Proportion of state school pupils entering 'most selective' universities drops

Arthur Baker

Statistics released by the Department for Business, Innovation, and Skills shows that the proportion of state school students going to university has dropped in recent years. This year, whilst 64% of students from independent schools went on to one of “the most selective” universities, only 24% of students from state schools did. This represents a percentage point gap of 40, a rise from 37 percentage points in 2008/2009.

Inequalities also persist within the State System, with students from disadvantaged backgrounds continuing to lose out.
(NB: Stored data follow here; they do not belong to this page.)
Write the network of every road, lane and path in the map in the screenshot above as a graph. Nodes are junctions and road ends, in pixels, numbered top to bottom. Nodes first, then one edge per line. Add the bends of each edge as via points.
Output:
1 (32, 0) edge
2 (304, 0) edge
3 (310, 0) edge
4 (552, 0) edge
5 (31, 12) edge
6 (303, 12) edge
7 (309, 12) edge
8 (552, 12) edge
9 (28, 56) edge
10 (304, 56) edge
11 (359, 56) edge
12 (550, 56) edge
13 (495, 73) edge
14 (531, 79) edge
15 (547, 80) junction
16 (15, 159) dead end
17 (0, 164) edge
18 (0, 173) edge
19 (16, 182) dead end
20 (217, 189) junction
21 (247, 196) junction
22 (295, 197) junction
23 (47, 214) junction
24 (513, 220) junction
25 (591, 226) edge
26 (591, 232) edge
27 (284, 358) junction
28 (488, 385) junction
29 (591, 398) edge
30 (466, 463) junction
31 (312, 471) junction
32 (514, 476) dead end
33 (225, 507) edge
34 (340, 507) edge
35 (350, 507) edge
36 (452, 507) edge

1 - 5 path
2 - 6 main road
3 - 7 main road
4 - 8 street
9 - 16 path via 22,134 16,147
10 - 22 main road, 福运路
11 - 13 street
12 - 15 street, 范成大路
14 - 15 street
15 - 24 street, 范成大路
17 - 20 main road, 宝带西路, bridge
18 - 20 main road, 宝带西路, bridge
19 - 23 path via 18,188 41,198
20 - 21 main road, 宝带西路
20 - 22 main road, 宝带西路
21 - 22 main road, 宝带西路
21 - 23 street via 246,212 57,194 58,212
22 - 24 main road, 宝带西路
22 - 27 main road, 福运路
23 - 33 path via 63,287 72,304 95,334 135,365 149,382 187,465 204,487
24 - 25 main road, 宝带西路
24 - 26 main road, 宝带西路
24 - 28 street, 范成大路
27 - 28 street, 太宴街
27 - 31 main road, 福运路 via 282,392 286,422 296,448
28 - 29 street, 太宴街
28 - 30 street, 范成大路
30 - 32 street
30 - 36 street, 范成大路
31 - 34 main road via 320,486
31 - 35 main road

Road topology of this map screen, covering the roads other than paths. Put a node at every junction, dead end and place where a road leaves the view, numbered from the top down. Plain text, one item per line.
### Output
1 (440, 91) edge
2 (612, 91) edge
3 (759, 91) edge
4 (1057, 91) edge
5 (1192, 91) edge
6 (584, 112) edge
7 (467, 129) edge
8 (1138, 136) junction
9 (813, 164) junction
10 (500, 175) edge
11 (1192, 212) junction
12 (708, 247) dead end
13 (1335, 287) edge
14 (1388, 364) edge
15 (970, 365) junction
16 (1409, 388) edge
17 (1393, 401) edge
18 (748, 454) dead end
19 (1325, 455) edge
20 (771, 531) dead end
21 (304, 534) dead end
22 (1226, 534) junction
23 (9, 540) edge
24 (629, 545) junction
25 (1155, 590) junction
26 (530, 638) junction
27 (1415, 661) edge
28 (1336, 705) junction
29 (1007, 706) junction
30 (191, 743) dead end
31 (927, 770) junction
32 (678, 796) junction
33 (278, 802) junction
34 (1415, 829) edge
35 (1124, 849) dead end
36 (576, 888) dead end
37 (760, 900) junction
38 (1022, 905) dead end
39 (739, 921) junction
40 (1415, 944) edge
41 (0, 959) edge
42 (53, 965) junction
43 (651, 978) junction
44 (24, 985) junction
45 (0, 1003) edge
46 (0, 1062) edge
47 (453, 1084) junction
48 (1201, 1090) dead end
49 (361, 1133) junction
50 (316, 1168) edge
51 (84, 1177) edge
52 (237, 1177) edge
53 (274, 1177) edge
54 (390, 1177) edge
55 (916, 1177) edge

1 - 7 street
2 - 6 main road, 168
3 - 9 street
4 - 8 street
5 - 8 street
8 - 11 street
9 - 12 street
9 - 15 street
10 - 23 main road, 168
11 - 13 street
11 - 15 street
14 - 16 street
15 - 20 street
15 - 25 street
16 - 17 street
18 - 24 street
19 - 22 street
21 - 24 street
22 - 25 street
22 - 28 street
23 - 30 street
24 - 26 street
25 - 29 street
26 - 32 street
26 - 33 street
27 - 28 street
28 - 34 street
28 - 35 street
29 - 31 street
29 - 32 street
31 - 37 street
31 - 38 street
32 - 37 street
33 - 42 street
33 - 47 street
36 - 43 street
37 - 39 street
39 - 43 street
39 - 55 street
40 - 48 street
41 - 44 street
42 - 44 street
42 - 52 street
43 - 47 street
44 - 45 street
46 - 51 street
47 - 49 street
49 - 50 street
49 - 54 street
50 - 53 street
Students from selective grammar schools, which tend to exclude the poorest (only 2% of their students qualified for free school meals in 2012) were far more likely to gain a university place than students from comprehensives or FE colleges. Only 20% of students from comprehensive schools or FE colleges went on to university, down from 23% in 2008/9. Perhaps most worrying, in many local council areas fewer than 1 in 10 students eligible for Free School Meals gained a university place.

The fact that the proportion of students from state schools and from low income backgrounds entering top universities has dropped is extremely worrying. The assumption that things can only get better when it comes to educational equality is clearly flawed and action is vital if we are to give all students a fair chance to progress to higher education.

One suggestion touted by ‘social mobility tsar’ Alan Milburn is that top universities need to take the performance of candidates’ schools into consideration when making offers. This is especially relevant since two recent reports have shown that state educated students with the same A levels outperform their privately educated counterparts. Clearly, the over-representation of students from independent schools is not down to ability alone.

It is vital therefore that the work of IntoUniversity is continued and expanded, so that young people from disadvantaged backgrounds are not shut out of our higher education system and talented students can progress to a top university regardless of their background.